Try it: List each line of the data that holds the string "Jean", please.

BEGIN

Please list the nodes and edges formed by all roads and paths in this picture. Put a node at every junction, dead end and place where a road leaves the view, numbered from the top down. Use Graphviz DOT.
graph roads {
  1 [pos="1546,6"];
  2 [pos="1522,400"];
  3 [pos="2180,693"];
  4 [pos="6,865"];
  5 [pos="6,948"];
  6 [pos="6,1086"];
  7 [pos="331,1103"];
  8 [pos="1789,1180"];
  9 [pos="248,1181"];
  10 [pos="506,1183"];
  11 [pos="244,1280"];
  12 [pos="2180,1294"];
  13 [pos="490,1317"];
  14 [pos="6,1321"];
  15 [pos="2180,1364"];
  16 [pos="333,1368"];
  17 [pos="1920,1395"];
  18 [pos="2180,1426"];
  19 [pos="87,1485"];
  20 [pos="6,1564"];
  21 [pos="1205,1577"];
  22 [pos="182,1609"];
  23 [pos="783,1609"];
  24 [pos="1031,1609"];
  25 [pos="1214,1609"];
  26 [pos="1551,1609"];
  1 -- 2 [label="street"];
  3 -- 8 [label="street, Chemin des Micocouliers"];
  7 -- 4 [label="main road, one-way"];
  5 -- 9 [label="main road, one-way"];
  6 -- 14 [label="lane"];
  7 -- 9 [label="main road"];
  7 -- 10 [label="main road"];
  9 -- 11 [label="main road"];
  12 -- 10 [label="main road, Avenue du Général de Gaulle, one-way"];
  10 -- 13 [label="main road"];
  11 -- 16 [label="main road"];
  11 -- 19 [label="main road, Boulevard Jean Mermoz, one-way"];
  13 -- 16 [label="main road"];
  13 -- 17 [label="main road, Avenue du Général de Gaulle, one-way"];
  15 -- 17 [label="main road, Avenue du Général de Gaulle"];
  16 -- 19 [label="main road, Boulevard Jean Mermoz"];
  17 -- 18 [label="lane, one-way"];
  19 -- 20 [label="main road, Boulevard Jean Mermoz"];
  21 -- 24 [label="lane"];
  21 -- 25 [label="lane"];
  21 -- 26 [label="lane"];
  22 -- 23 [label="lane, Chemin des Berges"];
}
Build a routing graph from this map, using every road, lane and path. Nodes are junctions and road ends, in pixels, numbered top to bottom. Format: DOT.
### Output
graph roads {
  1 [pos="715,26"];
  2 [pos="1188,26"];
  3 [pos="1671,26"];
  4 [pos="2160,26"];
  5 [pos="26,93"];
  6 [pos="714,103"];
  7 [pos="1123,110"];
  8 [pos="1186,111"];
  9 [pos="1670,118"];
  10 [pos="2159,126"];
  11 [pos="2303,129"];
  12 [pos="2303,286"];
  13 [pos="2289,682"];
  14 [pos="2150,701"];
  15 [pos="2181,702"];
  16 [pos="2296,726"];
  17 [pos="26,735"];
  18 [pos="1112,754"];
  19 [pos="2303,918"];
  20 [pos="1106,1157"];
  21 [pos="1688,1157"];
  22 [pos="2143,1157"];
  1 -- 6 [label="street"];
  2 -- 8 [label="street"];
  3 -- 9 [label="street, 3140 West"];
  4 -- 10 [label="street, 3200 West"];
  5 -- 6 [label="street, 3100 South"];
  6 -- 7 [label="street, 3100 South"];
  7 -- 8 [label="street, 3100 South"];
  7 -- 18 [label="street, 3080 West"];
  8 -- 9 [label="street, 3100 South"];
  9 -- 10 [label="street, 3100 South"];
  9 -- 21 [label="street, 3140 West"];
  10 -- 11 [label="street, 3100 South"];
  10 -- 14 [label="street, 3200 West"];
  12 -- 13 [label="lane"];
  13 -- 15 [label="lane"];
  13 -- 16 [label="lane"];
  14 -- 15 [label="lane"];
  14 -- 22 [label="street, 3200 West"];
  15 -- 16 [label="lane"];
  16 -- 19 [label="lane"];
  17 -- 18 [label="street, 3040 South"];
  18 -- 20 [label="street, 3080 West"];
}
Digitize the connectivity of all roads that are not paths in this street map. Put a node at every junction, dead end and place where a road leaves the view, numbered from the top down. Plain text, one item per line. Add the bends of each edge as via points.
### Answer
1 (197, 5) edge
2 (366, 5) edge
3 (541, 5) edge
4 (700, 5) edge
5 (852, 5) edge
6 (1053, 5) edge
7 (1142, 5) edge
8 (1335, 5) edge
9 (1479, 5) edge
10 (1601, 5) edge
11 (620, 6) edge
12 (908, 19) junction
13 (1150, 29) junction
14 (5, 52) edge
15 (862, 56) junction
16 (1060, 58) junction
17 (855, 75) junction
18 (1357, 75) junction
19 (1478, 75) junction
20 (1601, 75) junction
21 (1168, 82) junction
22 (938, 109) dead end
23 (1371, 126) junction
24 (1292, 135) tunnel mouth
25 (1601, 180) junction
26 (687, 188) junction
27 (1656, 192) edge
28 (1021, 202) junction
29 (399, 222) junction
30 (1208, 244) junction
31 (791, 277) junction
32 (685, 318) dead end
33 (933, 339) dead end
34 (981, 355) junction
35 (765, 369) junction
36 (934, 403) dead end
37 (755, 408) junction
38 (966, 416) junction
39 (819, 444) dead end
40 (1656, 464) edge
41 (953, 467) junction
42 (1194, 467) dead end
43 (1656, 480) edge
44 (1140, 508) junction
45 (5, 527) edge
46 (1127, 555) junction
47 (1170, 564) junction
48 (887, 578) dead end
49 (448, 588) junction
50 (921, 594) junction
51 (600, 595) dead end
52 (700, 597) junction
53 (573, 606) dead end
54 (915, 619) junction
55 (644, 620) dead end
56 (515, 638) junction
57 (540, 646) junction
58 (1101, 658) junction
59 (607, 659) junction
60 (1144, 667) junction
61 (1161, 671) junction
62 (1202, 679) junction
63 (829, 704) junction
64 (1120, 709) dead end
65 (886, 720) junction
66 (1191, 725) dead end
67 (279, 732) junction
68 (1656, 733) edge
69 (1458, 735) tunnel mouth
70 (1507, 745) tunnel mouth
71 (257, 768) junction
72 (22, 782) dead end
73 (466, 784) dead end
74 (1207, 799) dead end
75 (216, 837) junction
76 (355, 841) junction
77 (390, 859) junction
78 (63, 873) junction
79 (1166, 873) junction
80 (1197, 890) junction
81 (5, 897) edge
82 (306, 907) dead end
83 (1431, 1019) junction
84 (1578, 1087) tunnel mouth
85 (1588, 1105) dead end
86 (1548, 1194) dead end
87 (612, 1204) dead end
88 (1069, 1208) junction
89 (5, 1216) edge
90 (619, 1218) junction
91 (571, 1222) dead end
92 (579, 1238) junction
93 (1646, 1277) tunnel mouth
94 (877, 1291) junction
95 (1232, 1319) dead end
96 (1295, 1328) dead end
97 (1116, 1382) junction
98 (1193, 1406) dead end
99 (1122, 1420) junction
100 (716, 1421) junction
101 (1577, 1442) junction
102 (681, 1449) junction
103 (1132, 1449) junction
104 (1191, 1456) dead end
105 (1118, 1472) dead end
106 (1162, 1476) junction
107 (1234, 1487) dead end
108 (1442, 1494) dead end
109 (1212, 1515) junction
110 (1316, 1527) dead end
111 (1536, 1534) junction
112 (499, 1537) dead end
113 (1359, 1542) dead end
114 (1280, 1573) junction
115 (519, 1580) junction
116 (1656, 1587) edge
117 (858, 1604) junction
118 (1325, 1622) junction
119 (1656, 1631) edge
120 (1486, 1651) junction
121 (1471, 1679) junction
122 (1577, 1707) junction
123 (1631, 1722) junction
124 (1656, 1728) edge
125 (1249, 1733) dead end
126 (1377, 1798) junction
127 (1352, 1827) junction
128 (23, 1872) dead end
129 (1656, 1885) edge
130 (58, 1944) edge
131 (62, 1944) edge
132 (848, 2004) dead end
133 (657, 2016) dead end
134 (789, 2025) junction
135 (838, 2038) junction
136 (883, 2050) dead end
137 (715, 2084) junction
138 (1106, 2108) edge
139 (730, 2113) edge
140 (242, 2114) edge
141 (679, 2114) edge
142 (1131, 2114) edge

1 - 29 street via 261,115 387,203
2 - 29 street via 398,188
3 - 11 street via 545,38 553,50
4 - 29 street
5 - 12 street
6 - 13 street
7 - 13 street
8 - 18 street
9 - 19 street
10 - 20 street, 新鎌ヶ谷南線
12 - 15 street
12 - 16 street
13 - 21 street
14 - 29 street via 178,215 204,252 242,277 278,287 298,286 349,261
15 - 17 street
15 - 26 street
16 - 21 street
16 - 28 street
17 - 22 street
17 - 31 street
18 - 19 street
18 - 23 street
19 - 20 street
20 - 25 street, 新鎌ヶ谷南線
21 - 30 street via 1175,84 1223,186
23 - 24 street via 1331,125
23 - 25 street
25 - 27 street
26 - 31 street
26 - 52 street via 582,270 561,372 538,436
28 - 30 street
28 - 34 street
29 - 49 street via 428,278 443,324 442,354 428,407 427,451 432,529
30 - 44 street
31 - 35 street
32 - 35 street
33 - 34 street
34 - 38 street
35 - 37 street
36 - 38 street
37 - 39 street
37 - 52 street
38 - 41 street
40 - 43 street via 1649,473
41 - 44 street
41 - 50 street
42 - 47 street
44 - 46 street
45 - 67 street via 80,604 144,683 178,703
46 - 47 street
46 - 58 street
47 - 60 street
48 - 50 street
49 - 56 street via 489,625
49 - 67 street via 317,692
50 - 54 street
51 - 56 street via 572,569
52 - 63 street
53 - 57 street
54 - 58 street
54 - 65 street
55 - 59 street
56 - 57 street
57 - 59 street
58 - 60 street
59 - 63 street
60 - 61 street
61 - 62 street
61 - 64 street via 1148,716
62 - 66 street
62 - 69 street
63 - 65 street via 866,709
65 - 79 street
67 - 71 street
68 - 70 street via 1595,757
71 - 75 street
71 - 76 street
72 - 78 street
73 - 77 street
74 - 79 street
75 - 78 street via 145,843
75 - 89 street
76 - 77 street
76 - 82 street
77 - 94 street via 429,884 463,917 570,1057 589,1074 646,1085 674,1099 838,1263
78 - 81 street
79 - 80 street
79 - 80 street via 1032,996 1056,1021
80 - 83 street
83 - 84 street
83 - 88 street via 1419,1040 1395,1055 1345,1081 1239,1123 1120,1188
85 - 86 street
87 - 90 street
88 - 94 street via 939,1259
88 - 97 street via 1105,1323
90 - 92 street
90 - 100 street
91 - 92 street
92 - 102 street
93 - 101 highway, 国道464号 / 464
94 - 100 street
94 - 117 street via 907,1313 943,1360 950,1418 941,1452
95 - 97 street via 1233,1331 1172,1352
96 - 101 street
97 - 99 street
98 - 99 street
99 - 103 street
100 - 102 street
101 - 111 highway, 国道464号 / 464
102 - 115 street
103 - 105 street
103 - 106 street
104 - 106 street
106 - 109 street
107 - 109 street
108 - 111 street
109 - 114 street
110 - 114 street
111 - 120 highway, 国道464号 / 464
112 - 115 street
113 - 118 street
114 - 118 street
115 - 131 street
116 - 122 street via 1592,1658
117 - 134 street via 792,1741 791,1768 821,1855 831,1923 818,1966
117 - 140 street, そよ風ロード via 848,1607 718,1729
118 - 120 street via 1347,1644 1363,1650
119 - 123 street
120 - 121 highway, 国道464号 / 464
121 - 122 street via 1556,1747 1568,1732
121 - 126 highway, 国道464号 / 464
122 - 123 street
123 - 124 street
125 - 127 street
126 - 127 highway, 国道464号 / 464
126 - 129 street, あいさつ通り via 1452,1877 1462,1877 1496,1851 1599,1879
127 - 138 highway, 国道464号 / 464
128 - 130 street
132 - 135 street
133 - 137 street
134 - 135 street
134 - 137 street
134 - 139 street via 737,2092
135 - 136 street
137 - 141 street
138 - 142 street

END

The answer:
  11 -- 19 [label="main road, Boulevard Jean Mermoz, one-way"];
  16 -- 19 [label="main road, Boulevard Jean Mermoz"];
  19 -- 20 [label="main road, Boulevard Jean Mermoz"];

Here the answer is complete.